Understanding Databend Deployments
Databend Node Types
In a Databend deployment, two types of nodes are utilized: Meta and Query.
The Meta node is responsible for storing and managing various types of metadata. This includes information related to databases, tables, and clusters. Additionally, the Meta node handles user information, such as authorization and authentication. It serves as a central repository for managing and organizing metadata and user-related data.
On the other hand, the Query node is dedicated to processing queries. It is responsible for executing user queries, retrieving data from the underlying storage, and returning the results to the user. The Query node handles the computational aspect of Databend, ensuring efficient and accurate query processing.

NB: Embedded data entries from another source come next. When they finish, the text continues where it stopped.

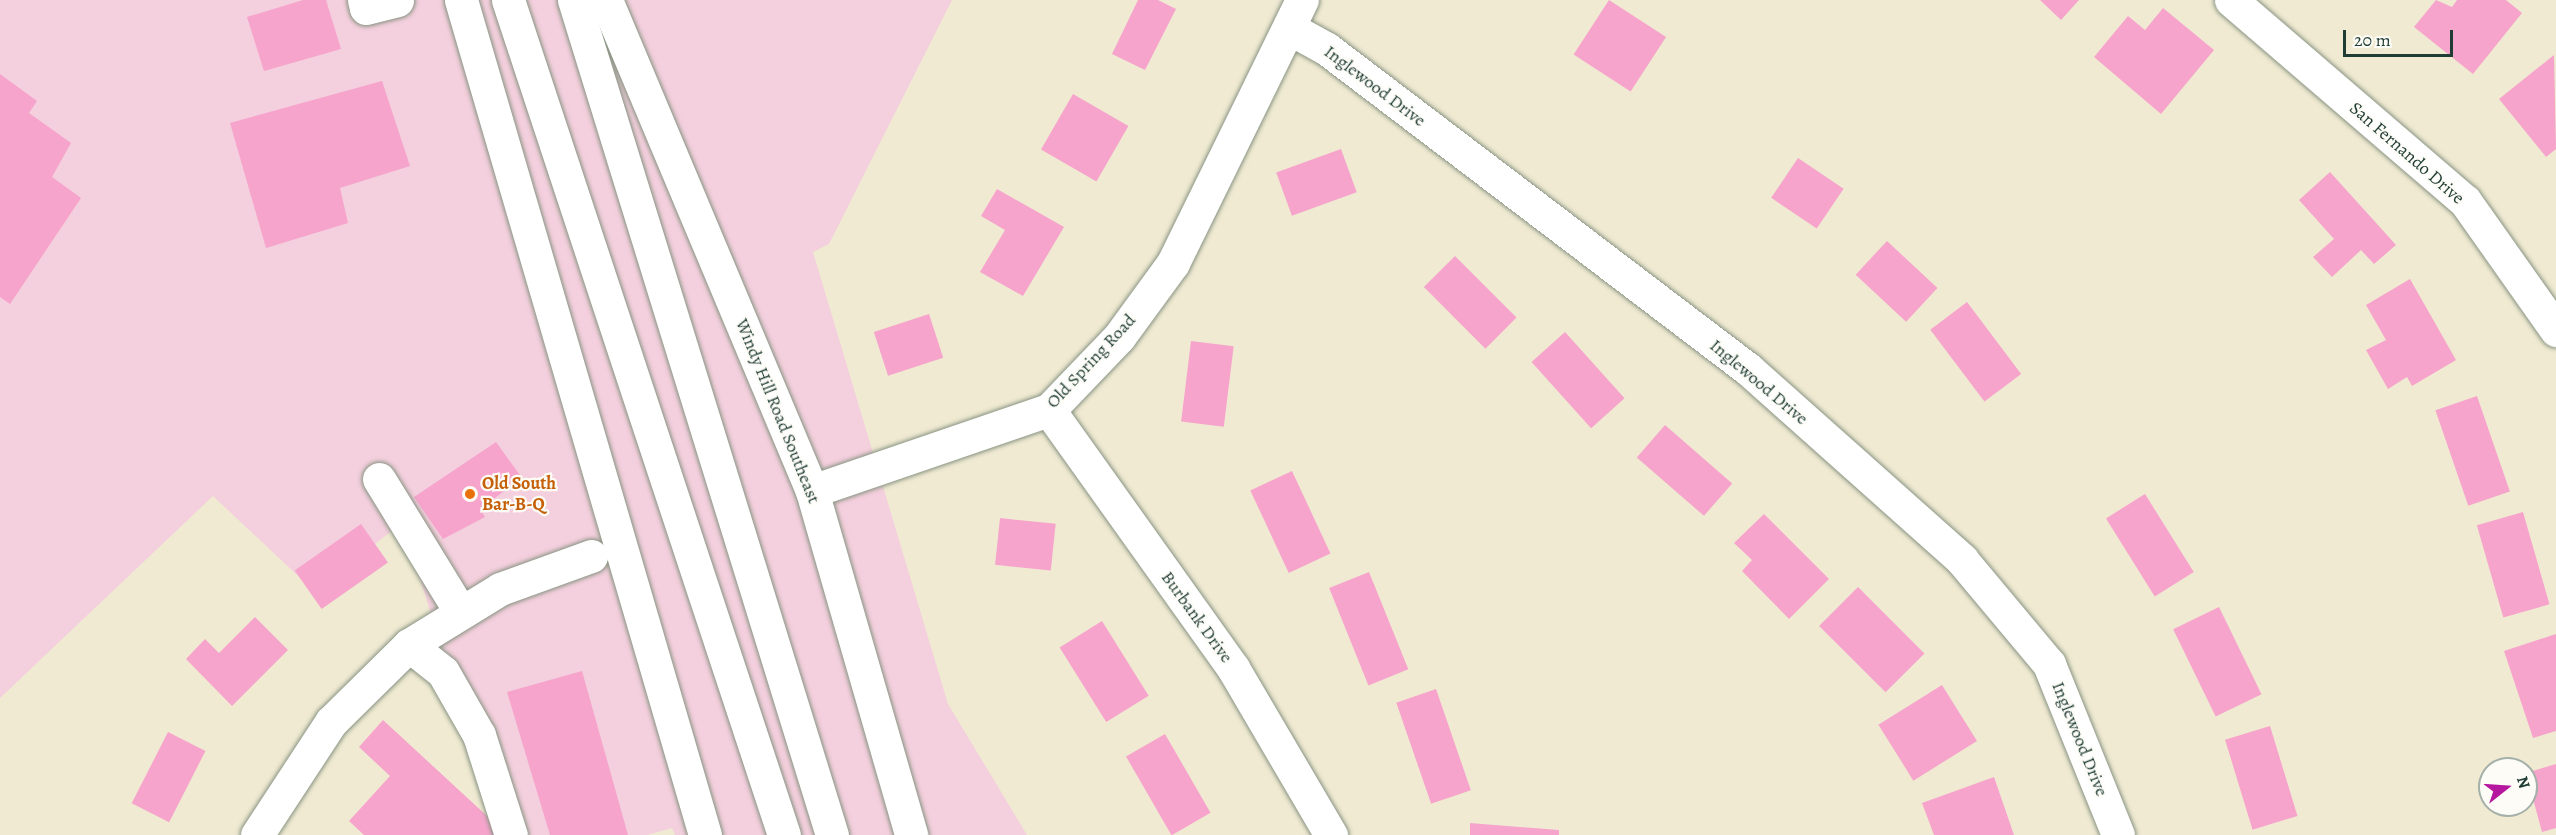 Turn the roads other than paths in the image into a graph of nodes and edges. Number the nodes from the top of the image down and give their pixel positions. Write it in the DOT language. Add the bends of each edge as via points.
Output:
graph roads {
  1 [pos="363,0"];
  2 [pos="397,0"];
  3 [pos="460,0"];
  4 [pos="508,0"];
  5 [pos="574,0"];
  6 [pos="606,0"];
  7 [pos="2231,0"];
  8 [pos="1296,14"];
  9 [pos="2556,330"];
  10 [pos="1049,410"];
  11 [pos="379,479"];
  12 [pos="812,492"];
  13 [pos="591,556"];
  14 [pos="460,611"];
  15 [pos="409,645"];
  16 [pos="257,835"];
  17 [pos="511,835"];
  18 [pos="705,835"];
  19 [pos="784,835"];
  20 [pos="832,835"];
  21 [pos="911,835"];
  22 [pos="1331,835"];
  23 [pos="2118,835"];
  1 -- 2 [label="street" via="366,9"];
  3 -- 18 [label="street"];
  4 -- 19 [label="street"];
  5 -- 20 [label="street"];
  6 -- 12 [label="street, Windy Hill Road Southeast"];
  7 -- 9 [label="street, San Fernando Drive" via="2465,201"];
  8 -- 10 [label="street, Old Spring Road" via="1173,263 1119,337"];
  8 -- 23 [label="street, Inglewood Drive" via="1327,49 1748,369 1962,560 2049,664"];
  10 -- 12 [label="street, Old Spring Road"];
  10 -- 22 [label="street, Burbank Drive" via="1233,668"];
  11 -- 14 [label="street"];
  12 -- 21 [label="street, Windy Hill Road Southeast"];
  13 -- 14 [label="street" via="500,590"];
  14 -- 15 [label="street"];
  15 -- 16 [label="street" via="331,722"];
  15 -- 17 [label="street" via="443,672 479,735"];
} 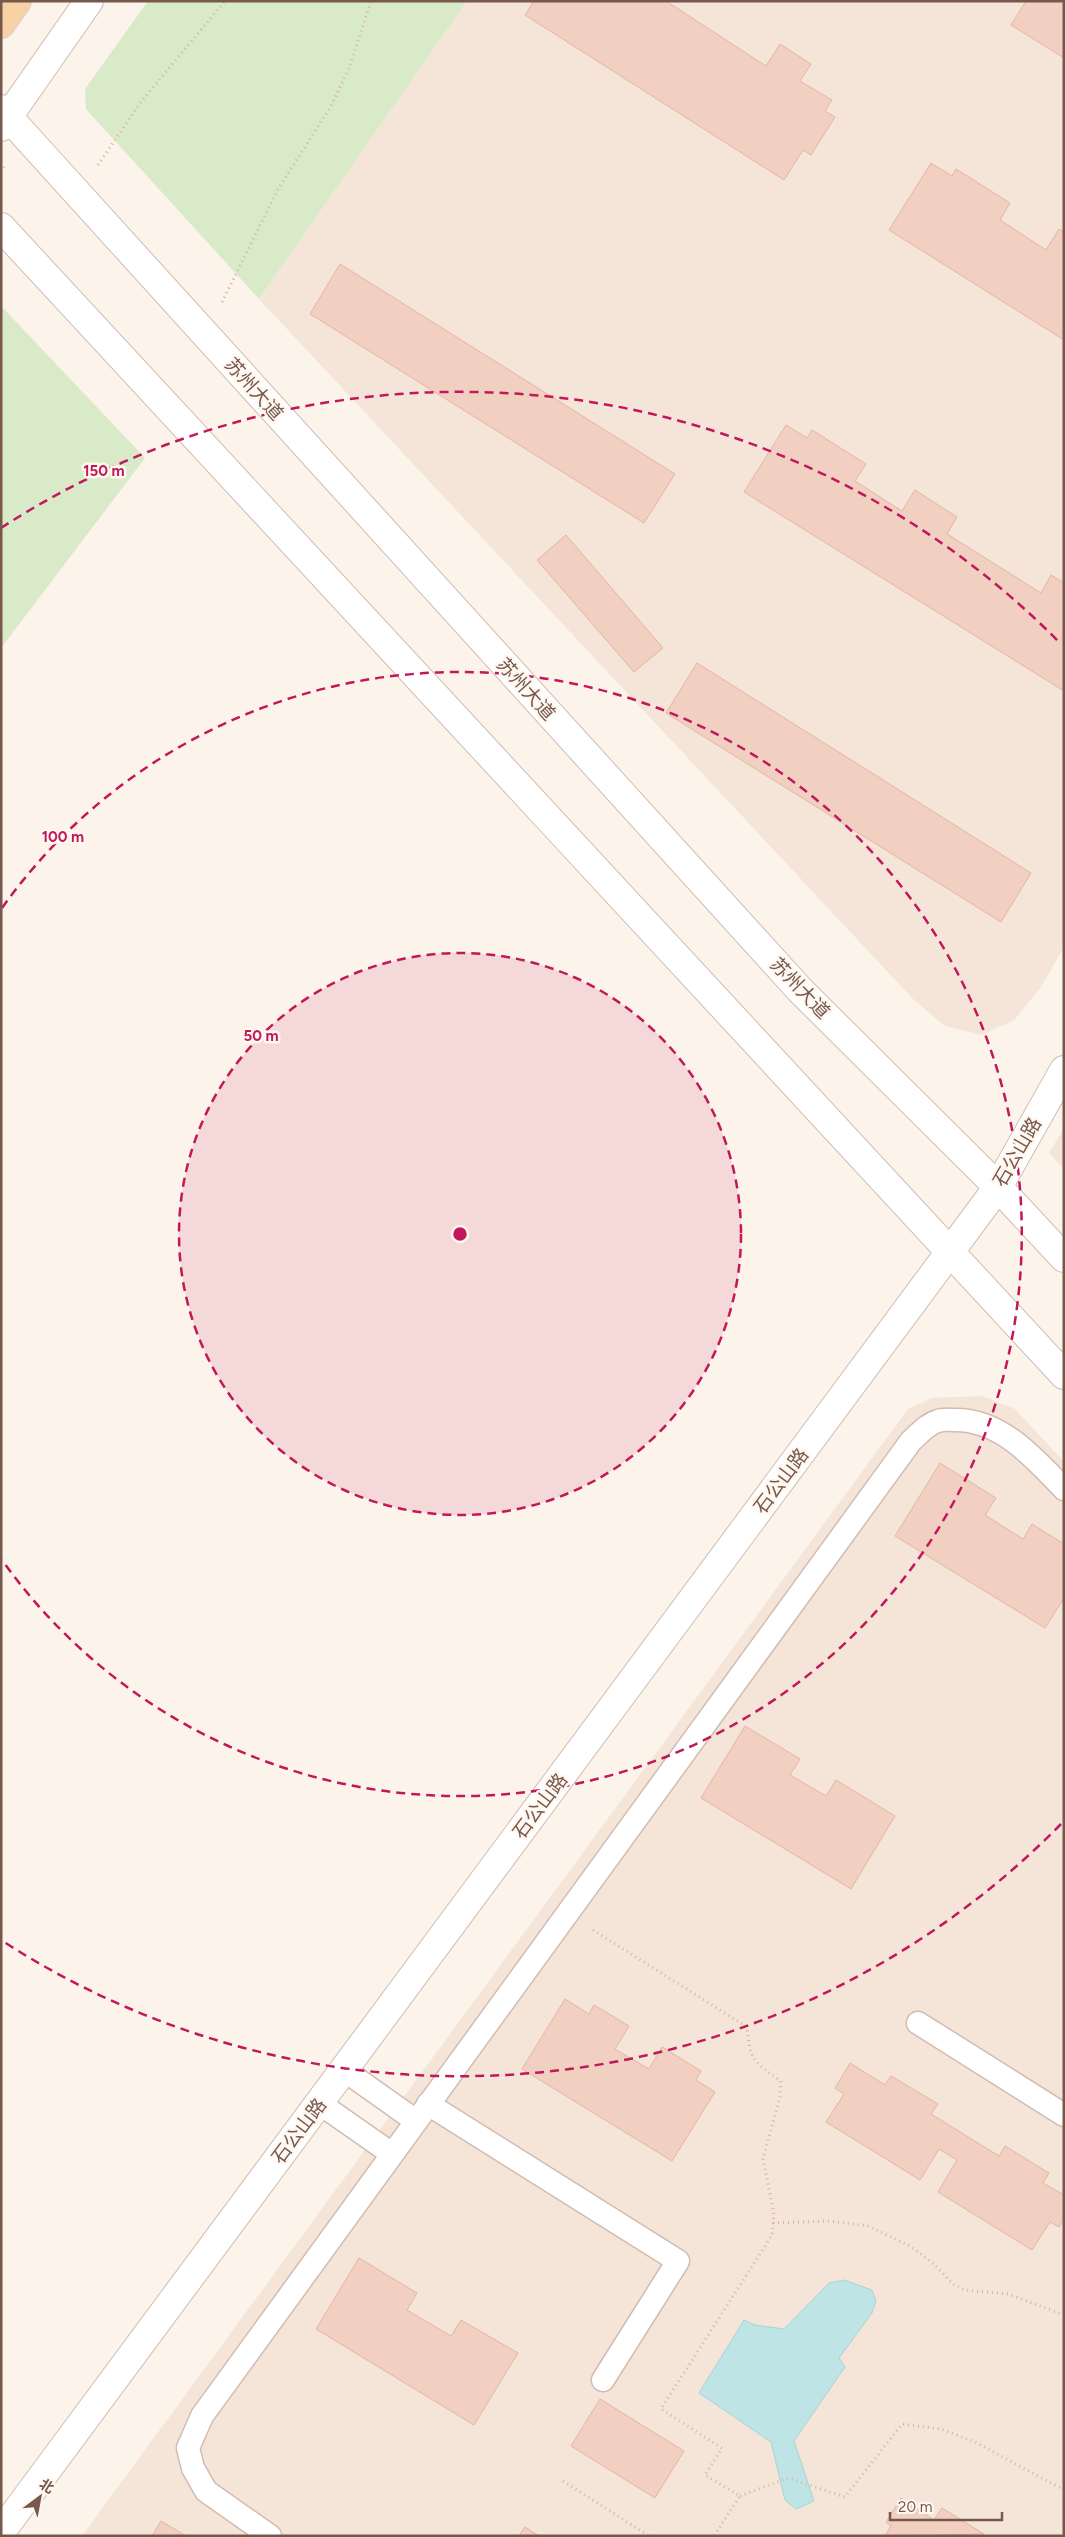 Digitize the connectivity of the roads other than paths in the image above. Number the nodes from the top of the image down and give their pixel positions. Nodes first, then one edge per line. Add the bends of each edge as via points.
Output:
1 (16, 1) edge
2 (89, 1) edge
3 (1, 24) edge
4 (4, 118) edge
5 (1, 227) edge
6 (1064, 1070) edge
7 (998, 1188) junction
8 (950, 1253) junction
9 (1064, 1258) edge
10 (1064, 1375) edge
11 (1064, 1489) edge
12 (918, 2023) dead end
13 (344, 2070) junction
14 (320, 2103) junction
15 (422, 2113) junction
16 (1064, 2116) edge
17 (392, 2154) junction
18 (603, 2380) dead end
19 (1, 2532) edge
20 (270, 2536) edge

1 - 3 main road
2 - 4 street
4 - 7 street, 苏州大道 via 78,194 800,990
5 - 8 street
6 - 7 street, 石公山路
7 - 8 street, 石公山路
7 - 9 street, 苏州大道
8 - 10 street
8 - 13 street, 石公山路
11 - 15 lane via 1018,1443 990,1427 964,1420 939,1421 911,1441
12 - 16 lane
13 - 14 street, 石公山路
13 - 15 lane
14 - 17 lane
14 - 19 street, 石公山路
15 - 17 lane
15 - 18 lane via 678,2261
17 - 20 lane via 202,2416 188,2448 193,2468 206,2491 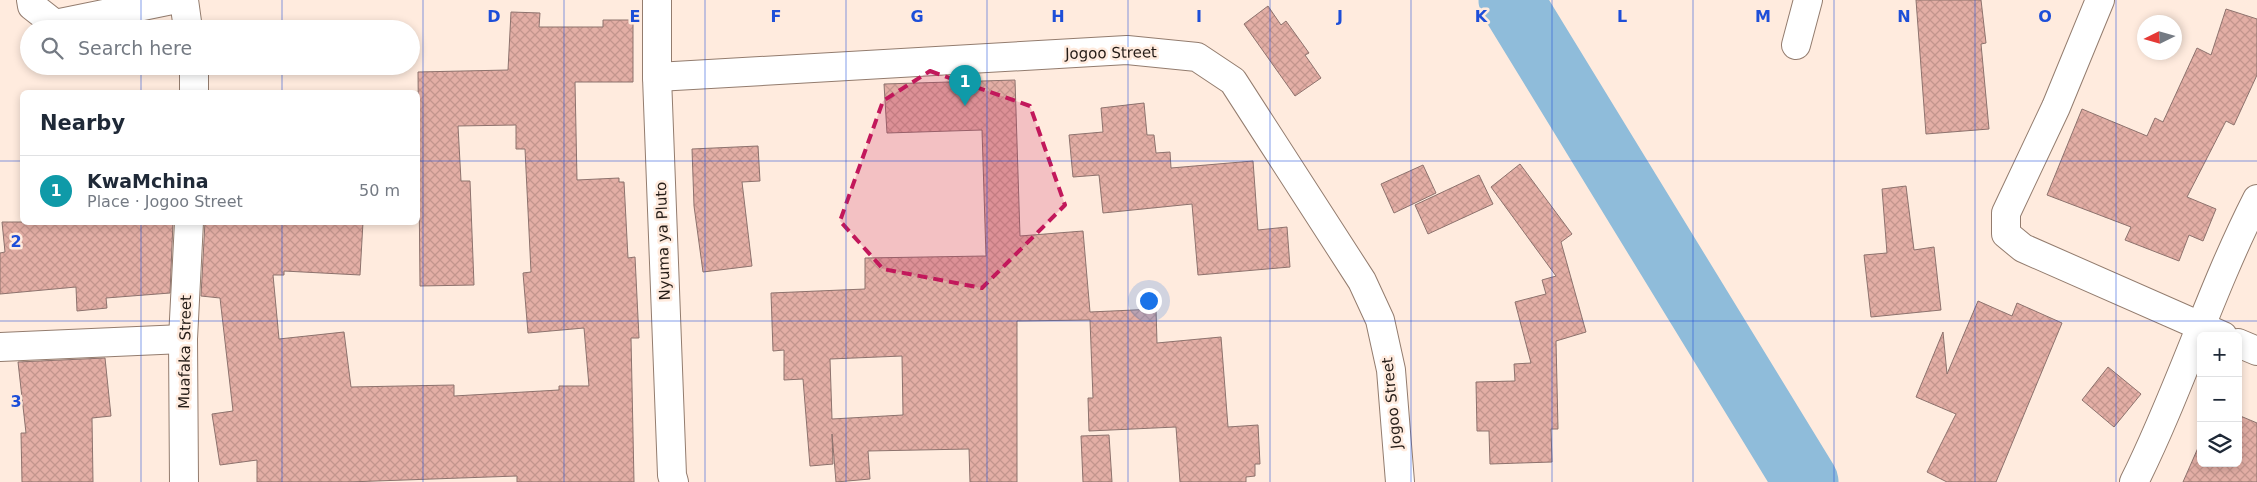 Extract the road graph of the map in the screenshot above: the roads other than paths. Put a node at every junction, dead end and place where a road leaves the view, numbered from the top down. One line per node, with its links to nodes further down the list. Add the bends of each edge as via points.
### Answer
1 (31, 0): 7 (street, via 32,6)
2 (172, 0): 8 (street)
3 (184, 0): 9 (street)
4 (657, 0): 12 (street, Nyuma ya Pluto)
5 (1808, 0): 10 (street)
6 (2100, 0): 16 (street, via 2056,107 2006,214 2006,234 2023,248)
7 (50, 20)
8 (74, 20)
9 (187, 20)
10 (1796, 45)
11 (194, 75): 13 (street)
12 (657, 77): 22 (street, Nyuma ya Pluto); 23 (street, Jogoo Street, via 1127,50 1197,58 1233,81 1362,280 1380,320 1391,370)
13 (194, 90)
14 (2257, 199): 16 (street, via 2238,236)
15 (189, 225): 17 (street, Muafaka Street)
16 (2212, 331): 24 (street, via 2179,384)
17 (184, 339): 19 (street); 21 (street, Muafaka Street)
18 (2242, 345): 20 (street)
19 (0, 347)
20 (2257, 351)
21 (184, 482)
22 (674, 482)
23 (1400, 482)
24 (2134, 482)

Please note that, when we mention "nodes", it refers to individual servers that host and run specific components of the Databend system. Each node, such as a Meta node or a Query node, usually serves a distinct purpose in processing data and executing queries.
Deployment Modes
Databend deployment provides two modes: standalone and cluster, each with different application scenarios and node configurations.
Standalone Deployment
In standalone mode, a standard configuration consists of a single Meta node and a single Query node. This minimal setup is suitable for testing purposes or small-scale deployments. However, it is important to note that standalone mode is not recommended for production environments due to its limited scalability and the absence of high availability features.
In a Standalone Databend Deployment, it is possible to host both the Meta and Query nodes on a single server. The following topics in the documentation assist you in setting up and deploying a standalone Databend:
Cluster Deployment
Cluster mode is designed for larger-scale deployments and provides enhanced capabilities. In a Databend cluster, it is recommended to have a minimum of three Meta nodes, forming a Meta cluster to ensure high availability and fault tolerance. For production purposes, Databend recommends having a Meta cluster consisting of three to five Meta nodes.
In a Databend cluster, multiple Query nodes can be deployed, and it is possible to create a more powerful Query cluster by grouping specific Query nodes together (using Cluster IDs) for different query performance requirements. A Databend cluster has the capacity to accommodate multiple Query clusters. By default, Databend leverages computational concurrency to its maximum potential, allowing a single SQL query to utilize all available CPU cores within a single Query node. However, when utilizing a Query cluster, Databend takes advantage of concurrent scheduling and executes computations across the entire cluster. This approach maximizes system performance and provides enhanced computational capabilities.
Query Cluster Size
Databend does not have a specific best practice or recommended number of nodes for a Query cluster. The number of nodes in a Query cluster can vary based on your specific requirements and workload.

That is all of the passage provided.